PARTE 3 – NO SALIO COMO ESPERABA
La charla con Madoka no había sido del todo… civilizada. En realidad, Shido podía pensar en varias palabras que lo describían mejor: incomodo, estúpido, innecesario (se dio cuenta tarde), realmente estúpido, dos-de-tres no lo repetiría, etcétera.
"Entonces te vas, solo así…"
Shido suspiro de manera cansada y la expresión en el siempre-dulce rostro de la joven lo hizo sentir mal. Era una mezcla horrible entre el enfado y el dolor. Sabía que la había lastimado, pero no podía sentir lo que ella esperaba de él.
"Pensé que lo mejor era darte tiempo. Ahora tienes que concentrarte en tu trabajo y la casa está en óptimas condiciones. No hay nada que reparar y las chicas que contrate para los quehaceres son buenas personas."
"¡No se trata de eso, Shido!" Madoka levantó la voz. Realmente, no recordaba nunca haberla oído gritar, ni siquiera cuando la habían secuestrado, Dioses.
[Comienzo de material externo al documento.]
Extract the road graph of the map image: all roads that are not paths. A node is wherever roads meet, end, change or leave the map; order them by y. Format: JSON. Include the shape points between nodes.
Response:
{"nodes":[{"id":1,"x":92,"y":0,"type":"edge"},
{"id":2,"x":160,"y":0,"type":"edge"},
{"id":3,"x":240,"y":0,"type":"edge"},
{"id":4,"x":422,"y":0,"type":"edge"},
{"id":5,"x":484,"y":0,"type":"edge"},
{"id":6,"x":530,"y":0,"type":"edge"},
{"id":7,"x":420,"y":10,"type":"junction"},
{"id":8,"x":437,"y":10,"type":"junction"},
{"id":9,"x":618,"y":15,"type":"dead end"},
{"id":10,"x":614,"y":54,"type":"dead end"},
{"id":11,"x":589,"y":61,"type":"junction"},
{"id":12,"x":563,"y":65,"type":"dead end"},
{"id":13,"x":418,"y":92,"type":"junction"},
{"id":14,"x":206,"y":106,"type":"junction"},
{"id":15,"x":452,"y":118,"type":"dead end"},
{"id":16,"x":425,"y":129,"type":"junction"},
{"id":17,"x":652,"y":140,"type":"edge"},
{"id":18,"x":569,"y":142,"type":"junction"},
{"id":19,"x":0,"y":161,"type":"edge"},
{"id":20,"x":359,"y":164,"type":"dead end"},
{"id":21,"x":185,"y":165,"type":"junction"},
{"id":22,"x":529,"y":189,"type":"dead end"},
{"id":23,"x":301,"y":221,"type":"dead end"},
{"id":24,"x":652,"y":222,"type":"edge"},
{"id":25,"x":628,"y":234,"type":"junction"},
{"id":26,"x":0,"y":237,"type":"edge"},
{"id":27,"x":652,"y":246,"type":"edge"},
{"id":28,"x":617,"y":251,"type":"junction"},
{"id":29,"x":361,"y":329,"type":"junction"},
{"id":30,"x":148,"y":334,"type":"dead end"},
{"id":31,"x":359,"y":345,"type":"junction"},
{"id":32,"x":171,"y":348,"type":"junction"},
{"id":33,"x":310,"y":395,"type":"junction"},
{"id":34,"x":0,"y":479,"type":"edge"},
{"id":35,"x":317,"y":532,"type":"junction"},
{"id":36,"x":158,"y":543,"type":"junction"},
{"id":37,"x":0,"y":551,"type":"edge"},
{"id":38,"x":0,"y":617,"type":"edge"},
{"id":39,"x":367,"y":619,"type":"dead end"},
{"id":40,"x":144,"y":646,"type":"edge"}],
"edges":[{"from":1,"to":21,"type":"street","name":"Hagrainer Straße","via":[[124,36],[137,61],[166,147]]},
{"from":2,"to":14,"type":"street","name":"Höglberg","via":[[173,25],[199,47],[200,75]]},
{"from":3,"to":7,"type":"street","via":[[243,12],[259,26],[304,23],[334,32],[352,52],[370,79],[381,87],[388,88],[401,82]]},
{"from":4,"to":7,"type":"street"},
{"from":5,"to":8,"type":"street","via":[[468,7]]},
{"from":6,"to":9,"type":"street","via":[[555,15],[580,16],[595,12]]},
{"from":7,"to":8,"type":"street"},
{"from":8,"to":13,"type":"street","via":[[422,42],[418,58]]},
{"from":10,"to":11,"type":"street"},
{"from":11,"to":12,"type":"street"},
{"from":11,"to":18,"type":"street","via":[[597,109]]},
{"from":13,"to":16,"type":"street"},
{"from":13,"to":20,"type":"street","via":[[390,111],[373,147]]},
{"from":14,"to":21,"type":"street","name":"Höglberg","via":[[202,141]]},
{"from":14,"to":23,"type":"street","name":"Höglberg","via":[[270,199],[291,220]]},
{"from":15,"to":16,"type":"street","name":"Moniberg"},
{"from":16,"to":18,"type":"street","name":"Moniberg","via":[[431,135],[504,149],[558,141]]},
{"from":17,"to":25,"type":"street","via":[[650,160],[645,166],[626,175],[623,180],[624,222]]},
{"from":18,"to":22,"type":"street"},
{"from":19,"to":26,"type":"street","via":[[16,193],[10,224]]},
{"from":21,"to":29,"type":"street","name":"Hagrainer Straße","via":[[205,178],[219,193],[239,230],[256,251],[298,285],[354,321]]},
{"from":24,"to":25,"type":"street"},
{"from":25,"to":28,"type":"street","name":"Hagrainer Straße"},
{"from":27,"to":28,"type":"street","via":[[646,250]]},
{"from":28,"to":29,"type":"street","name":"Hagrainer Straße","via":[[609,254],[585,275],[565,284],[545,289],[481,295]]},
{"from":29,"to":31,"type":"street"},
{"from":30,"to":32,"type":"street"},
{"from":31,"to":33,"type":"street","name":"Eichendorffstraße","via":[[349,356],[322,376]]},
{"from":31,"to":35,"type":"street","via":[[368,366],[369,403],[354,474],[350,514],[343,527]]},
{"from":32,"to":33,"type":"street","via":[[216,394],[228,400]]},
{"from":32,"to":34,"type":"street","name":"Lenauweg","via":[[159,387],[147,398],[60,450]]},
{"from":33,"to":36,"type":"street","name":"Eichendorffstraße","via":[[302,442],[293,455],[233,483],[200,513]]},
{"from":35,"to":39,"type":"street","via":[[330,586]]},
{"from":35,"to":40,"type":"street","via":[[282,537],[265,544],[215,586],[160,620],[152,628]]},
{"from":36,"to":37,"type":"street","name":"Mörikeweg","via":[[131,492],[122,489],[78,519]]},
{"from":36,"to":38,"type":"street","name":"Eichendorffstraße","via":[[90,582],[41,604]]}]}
"¿De qué se trata entonces?"
"Lo sabes muy bien. Yo—"
"Me amas." Interrumpió Shido. No quería ser frío, pero la actitud de Madoka le dejaba pocas opciones. Además, no quería oírla decirlo. Eso lo volvería todo mucho peor. "Pero creo que ya tienes en claro que no siendo lo mismo, Madoka."
Solo ver su rostro lo hacía sentir mal, pero ahora que había comenzado, tenía que terminar. Era ahora o nunca, y ya tenía sus malas experiencias con esto de guardarse las cosas. No quería seguir así.
"Te quiero, lo sabes, pero no de esa manera. Eres importante para mí, quiero cuidarte, estar contigo… pero no te amo, no de la manera en la que tu—"
"¡Basta!" lo interrumpió la chica y se cubrió el rostro, encorvándose levemente, temblando "¿Por qué eres tan cruel, Shido? Después de todas las cosas que pasaron… Todo este tiempo…"
"…No era mi intención."
"¡Pero me dejaste creerlo!" levantó la voz una vez más y elevó su rostro. Ella no podía verlo, pero siempre lo había sentido. La presencia de Shido, incluso su aroma. Toda la casa estaba impregnada de él, su calor. Era como estar rodeada y… "Siempre estuviste aquí y ahora… quieres irte…"
"No será para siempre." Trató de hablar Shido, pero al ver a la chica llorando, agregó: "A menos que tú quieras."
"…Tal vez sería lo mejor."
Había estado entre las posibilidades que Shido había considerado, pero aun así le dolía un poco tener que alejarse de aquella manera, /para siempre/… Sabía que no estaría realmente lejos. No viviría con ella, era claro, pero aun así seguía siendo importante para él, no la dejaría desprotegida. Mozart estaba ahí y podría enviar a sus cuervos y otras bestias para vigilarla e informarle. No dejaría que nada le pasara.
"Entonces así será." Habló por fin el Maestro de las Bestias, acercándose a Madoka, para abrazarla. "Siempre estaré para lo que necesites. No lo olvides." Le pidió.
La chica se dejó abrazar y asintió suavemente, manteniendo el abrazo por varios minutos, tratando de grabar en su memoria ese aroma, ese calor y presencia que la había acompañado por tantos años. Lo extrañaría horrores y le dolería su ausencia, pero no más de lo que le dolía su rechazo. Estaba enamorada y era egoísta. Nunca había deseado nada para ella y ahora que solo quería estar con él, no podía… por eso dolía y era casi insoportable.
"Aún quiero tocar para ti… por ti… ¿está bien?" murmuró y como respuesta, Shido acarició su cabello, nada más.